## Exercise goal
Lines in the following data that contain the string "worn" are to be counted. Report only their number.

*** Opening Information ***

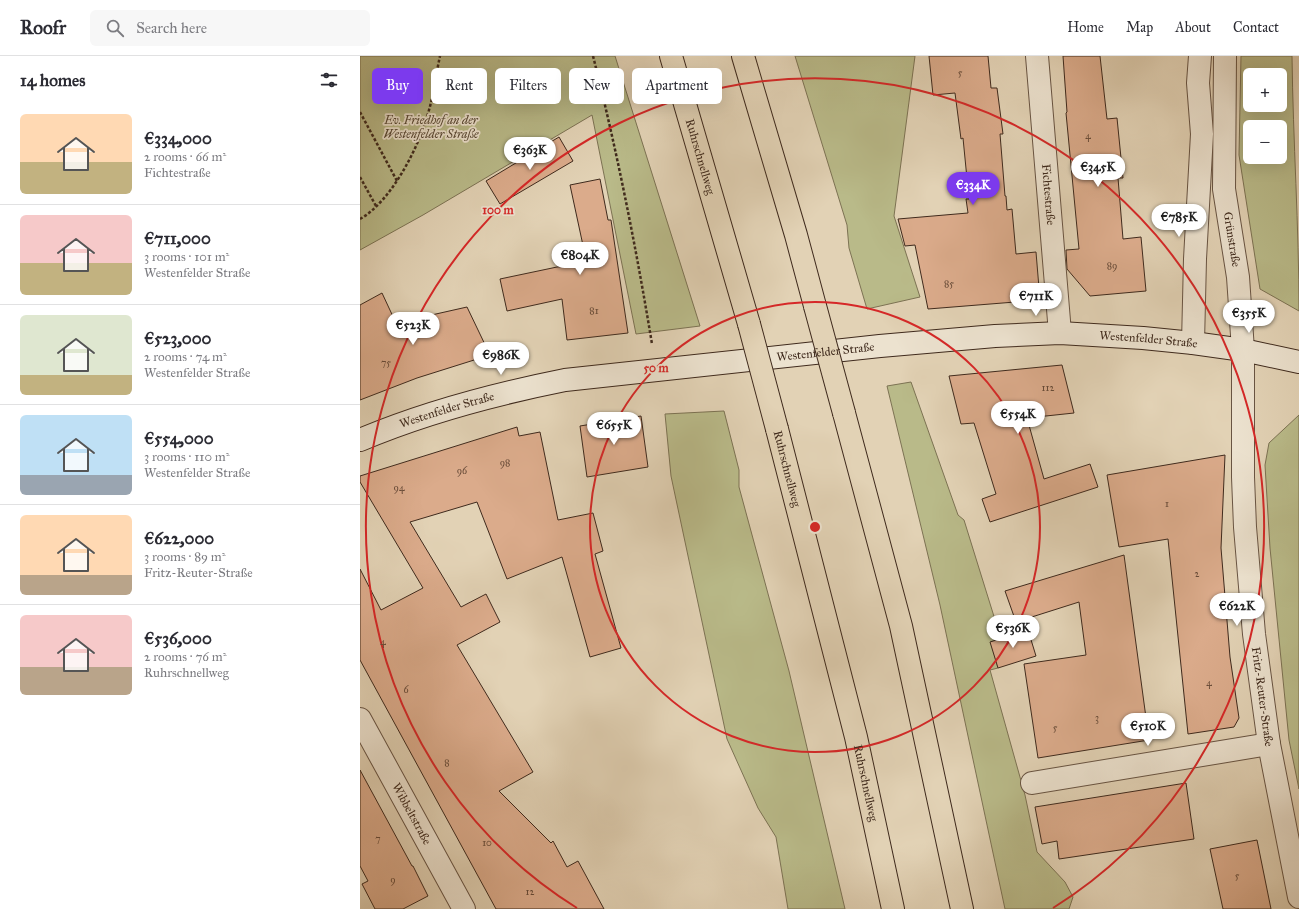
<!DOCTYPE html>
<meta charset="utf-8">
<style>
:root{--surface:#fff;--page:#f7f7f7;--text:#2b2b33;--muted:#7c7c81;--line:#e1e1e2;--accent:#7c3aed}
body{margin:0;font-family:"IM FELL Great Primer",serif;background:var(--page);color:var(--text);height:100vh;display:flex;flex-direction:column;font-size:15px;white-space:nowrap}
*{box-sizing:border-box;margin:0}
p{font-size:13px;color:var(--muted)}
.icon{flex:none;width:22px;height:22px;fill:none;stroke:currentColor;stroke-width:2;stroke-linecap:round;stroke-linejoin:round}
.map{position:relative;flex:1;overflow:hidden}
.drawer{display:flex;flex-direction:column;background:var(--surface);width:360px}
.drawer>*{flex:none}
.banner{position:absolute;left:12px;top:12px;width:380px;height:36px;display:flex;gap:8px}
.buttons{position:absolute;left:883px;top:12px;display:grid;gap:8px}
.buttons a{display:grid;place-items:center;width:44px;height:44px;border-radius:6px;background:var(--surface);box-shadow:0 4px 16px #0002;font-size:20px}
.price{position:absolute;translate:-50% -34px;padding:0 9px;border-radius:14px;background:#fff;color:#222;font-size:13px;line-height:26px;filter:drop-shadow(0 1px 2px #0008)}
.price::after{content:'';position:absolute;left:50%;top:24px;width:12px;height:9px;margin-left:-6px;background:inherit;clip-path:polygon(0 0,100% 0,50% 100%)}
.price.on{background:var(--accent);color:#fff}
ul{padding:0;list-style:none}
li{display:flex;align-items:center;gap:12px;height:100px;padding:0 20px}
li+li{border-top:1px solid var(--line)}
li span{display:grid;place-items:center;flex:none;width:112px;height:80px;border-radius:6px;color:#555}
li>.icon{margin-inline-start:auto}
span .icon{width:48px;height:48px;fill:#fffc;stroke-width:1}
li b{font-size:17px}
h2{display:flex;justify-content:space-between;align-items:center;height:48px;padding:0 20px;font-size:17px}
.tag{padding:0 14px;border-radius:6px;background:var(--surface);box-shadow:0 4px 16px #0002;font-size:14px;line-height:36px}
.tag.on{background:var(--accent);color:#fff}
header{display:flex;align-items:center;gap:24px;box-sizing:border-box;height:56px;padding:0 20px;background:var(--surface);border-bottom:1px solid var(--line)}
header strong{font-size:19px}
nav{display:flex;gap:22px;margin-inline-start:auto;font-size:14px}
.search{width:280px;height:36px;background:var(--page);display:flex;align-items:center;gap:10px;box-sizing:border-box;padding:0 14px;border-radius:6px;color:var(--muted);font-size:15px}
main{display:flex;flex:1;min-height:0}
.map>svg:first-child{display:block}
.green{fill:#b9ba89;stroke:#7c7253;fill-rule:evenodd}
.building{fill:#dbab8b;stroke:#3f2a1d}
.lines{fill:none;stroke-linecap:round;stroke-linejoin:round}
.street-casing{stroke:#685443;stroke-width:24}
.secondary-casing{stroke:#3f2a1d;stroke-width:24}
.highway-casing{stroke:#3f2a1d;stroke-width:24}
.path{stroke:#3f2a1d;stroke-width:2.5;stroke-dasharray:3 2;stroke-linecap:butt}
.street{stroke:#ece2cf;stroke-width:22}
.secondary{stroke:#ece2cf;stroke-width:22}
.highway{stroke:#e2d2b5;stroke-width:22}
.highway-bridge-casing{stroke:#3f2a1d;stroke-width:24;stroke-linecap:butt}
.highway-bridge{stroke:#e2d2b5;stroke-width:22}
.ring{fill:none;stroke:#d62828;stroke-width:2}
.labels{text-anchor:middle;stroke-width:3.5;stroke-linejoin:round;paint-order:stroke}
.number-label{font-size:10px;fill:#664a38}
.park-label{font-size:12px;font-style:italic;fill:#574733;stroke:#ece2cf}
.street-label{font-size:12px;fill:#3f2a1d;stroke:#ece2cf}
.centre{fill:#d62828;stroke:#ece2cf;stroke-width:2}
.ring-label{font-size:12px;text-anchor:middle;font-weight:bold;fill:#d62828;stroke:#ece2cf;stroke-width:3.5;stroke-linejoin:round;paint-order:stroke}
</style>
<header>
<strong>Roofr</strong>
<div class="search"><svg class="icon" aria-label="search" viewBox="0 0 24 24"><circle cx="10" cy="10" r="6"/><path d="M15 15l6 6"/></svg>Search here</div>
<nav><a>Home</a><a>Map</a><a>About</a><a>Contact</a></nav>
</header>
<main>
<section class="drawer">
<h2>14 homes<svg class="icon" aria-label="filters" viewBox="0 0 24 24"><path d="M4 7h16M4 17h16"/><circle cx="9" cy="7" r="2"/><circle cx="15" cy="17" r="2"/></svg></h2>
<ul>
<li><span style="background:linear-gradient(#ffd9b3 60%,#c2b280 0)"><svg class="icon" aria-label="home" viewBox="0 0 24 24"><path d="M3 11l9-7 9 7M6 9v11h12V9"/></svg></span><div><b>€334,000</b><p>2 rooms · 66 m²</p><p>Fichtestraße</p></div></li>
<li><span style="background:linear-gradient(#f6c9c9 60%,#c2b280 0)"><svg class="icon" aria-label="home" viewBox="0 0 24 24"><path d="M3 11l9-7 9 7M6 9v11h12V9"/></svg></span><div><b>€711,000</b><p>3 rooms · 101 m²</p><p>Westenfelder Straße</p></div></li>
<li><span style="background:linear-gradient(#dfe7d0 75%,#c2b280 0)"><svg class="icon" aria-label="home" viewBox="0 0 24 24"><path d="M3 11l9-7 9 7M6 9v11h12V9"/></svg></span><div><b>€523,000</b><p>2 rooms · 74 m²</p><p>Westenfelder Straße</p></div></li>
<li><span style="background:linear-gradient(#bfe0f5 75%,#9aa5b1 0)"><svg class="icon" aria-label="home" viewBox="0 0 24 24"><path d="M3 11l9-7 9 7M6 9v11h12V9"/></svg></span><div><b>€554,000</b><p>3 rooms · 110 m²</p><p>Westenfelder Straße</p></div></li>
<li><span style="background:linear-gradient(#ffd9b3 75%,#b9a48a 0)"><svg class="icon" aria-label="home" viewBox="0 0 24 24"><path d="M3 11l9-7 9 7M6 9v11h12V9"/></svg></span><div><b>€622,000</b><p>3 rooms · 89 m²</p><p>Fritz-Reuter-Straße</p></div></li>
<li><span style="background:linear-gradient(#f6c9c9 65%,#b9a48a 0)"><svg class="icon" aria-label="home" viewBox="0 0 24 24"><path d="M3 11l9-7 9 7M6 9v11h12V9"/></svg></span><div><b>€536,000</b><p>2 rooms · 76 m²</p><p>Ruhrschnellweg</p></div></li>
</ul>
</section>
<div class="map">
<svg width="939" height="853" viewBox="0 0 939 853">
<rect width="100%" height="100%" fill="#e2d2b5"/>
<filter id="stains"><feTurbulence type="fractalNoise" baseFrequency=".005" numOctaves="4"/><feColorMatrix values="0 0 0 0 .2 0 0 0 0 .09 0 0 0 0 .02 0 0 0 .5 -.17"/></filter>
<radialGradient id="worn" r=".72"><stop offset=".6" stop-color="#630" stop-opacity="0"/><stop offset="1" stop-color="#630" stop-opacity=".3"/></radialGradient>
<!-- green -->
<g class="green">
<polygon points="0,0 255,0 340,270 276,278 232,59 63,159 0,194"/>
<polygon points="435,0 555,0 534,160 560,241 507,253 489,192 487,169"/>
<path d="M881,0H932C933,85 939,170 939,255L900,233L879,99ZM890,19H920V49H890ZM890,71H920V101H890Z"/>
<polygon points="551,326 598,459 604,464 641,583 631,586 638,612 630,614 665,739 677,796 705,826 713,841 709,853 645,853 580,549 527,330"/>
<polygon points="364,355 379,414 379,431 429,615 485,853 428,853 416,781 398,752 367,683 311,420 305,358"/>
<polygon points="939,359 939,733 929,684 910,492 905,409 909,387"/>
</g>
<!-- building -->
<g class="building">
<polygon points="569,0 628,0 631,32 637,32 643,78 640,78 645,140 646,140 647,154 652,153 656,198 676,196 680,244 568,253 555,189 545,190 538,163 608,157 606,143 609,143 603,82 601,83 595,37 573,39"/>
<polygon points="703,0 740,0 747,63 757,62 763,122 758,122 763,183 781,181 786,235 730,240 707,213 706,194 719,193 706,57 707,56"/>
<polygon points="199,81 213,105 140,148 126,125"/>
<polygon points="240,123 248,164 251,164 268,277 207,284 202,243 147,255 140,223 197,211 227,208 210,129"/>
<polygon points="22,237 36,267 107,251 130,299 57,322 0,344 0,249"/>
<polygon points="702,309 714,357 667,362 684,423 730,408 738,431 630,466 622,443 636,438 614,367 601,368 589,320"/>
<polygon points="281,360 288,411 227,421 220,370"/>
<polygon points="157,371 159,380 180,376 198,464 233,457 243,495 235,498 261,592 230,601 202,501 147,523 117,446 50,466 101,551 126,538 140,566 97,589 173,716 139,735 191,787 193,785 207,811 218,805 244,853 136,853 0,604 0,513 21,554 63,532 0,426 0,420"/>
<polygon points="865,399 861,492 870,601 879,662 874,671 828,678 808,483 759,491 747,419"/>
<polygon points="764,499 789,684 678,702 664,608 726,599 719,546 656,566 645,535"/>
<polygon points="668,574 676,600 638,612 630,586"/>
<polygon points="0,714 52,810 53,810 68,840 43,853 15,853 2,828 8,825 0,810"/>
<polygon points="826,727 834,783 699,803 697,785 682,788 675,751"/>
<polygon points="897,784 911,853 863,853 850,793"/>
</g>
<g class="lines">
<defs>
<g id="street">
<path id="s1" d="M677,0L700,277"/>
<path id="s2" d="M865,0L864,133L878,221L883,294V421L885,471L894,578L909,688L939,841"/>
<polyline points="833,287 835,203 842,78 838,27 840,0"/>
<path id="s3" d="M0,663L104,853"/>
<polyline points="672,727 909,688"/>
</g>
<g id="secondary">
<path id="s4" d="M0,384C66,356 135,338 205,324L520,290L635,280L700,277L783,282L833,287L883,294L939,306"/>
</g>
<g id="highway">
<path id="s5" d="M311,0L389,268"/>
<polyline points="383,0 436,179 455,250"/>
<polyline points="484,357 541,570 602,853"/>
<path id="s6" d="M417,373L496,681L533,853"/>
</g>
</defs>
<!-- street casing -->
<use href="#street" class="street-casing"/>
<!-- secondary casing -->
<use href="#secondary" class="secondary-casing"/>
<!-- highway casing -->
<use href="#highway" class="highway-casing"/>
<!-- path -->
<g class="path">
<path d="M233,0C257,95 276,191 292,288"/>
<polyline points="0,56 37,125"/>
<polyline points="0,121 16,150"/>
<path d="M0,163C32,145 60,89 69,54C74,37 76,18 80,0"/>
</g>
<!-- street -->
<use href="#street" class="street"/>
<!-- secondary -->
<use href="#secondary" class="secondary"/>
<!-- highway -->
<use href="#highway" class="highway"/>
<defs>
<g id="highway-bridge">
<polyline points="455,250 484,357"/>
<polyline points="389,268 417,373"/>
</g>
</defs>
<!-- highway-bridge casing -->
<use href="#highway-bridge" class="highway-bridge-casing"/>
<!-- highway-bridge -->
<use href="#highway-bridge" class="highway-bridge"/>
</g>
<!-- distance rings -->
<g class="ring">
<circle cx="455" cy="471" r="225"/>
<path d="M217 852A449 449 0 1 1 693 852"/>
</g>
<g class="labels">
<!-- number labels -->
<g class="number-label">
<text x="600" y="20">5</text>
<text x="728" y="83">4</text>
<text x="752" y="213">89</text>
<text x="589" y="231">85</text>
<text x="234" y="258">81</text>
<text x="26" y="310">75</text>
<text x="688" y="335">112</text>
<text x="145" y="410">98</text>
<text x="102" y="418">96</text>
<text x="39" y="435">94</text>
<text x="807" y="451">1</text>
<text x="837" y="521">2</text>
<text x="23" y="589">4</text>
<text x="849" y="630">4</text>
<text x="46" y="637">6</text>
<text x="737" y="665">3</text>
<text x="695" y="675">5</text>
<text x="87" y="710">8</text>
<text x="18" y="786">7</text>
<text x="127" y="790">10</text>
<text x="877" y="823">5</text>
<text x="33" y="827">9</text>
<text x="170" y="839">12</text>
</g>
<!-- park labels -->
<g class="park-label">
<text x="71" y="68">Ev. Friedhof an der<tspan x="71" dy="14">Westenfelder Straße</tspan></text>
</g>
<!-- street labels -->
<g class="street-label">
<text dy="4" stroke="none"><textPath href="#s5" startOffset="105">Ruhrschnellweg</textPath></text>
<text dy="4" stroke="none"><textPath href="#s1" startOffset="139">Fichtestraße</textPath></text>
<text dy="4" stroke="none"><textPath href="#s2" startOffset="184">Grünstraße</textPath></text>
<text dy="4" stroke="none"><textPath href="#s4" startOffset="800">Westenfelder Straße</textPath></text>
<text dy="4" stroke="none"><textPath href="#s4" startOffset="476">Westenfelder Straße</textPath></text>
<text dy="4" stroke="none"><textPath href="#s4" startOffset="92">Westenfelder Straße</textPath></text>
<text dy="4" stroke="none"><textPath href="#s6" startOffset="41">Ruhrschnellweg</textPath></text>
<text dy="4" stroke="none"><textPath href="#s2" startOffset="643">Fritz-Reuter-Straße</textPath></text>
<text dy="4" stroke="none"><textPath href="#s6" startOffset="365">Ruhrschnellweg</textPath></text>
<text dy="4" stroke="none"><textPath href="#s3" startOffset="108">Wibbeltstraße</textPath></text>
</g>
</g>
<circle cx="455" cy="471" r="6" class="centre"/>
<g class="ring-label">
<text x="138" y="158">100 m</text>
<text x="296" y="316">50 m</text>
</g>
<rect width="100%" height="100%" filter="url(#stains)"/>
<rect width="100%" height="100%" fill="url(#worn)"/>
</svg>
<div class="buttons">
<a>+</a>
<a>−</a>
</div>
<b class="price" style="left:170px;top:115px">€363K</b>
<b class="price" style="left:738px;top:132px">€345K</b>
<b class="price on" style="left:613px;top:150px">€334K</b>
<b class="price" style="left:819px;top:182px">€785K</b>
<b class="price" style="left:220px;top:220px">€804K</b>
<b class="price" style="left:676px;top:261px">€711K</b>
<b class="price" style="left:889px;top:278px">€355K</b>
<b class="price" style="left:53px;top:290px">€523K</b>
<b class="price" style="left:141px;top:320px">€986K</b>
<b class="price" style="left:658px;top:379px">€554K</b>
<b class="price" style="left:254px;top:390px">€655K</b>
<b class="price" style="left:877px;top:571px">€622K</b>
<b class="price" style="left:653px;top:593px">€536K</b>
<b class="price" style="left:788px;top:691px">€510K</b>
<div class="banner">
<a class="tag on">Buy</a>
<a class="tag">Rent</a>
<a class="tag">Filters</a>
<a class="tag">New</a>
<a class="tag">Apartment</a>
</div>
</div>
</main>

*** Closing Information ***

## Worked solution
2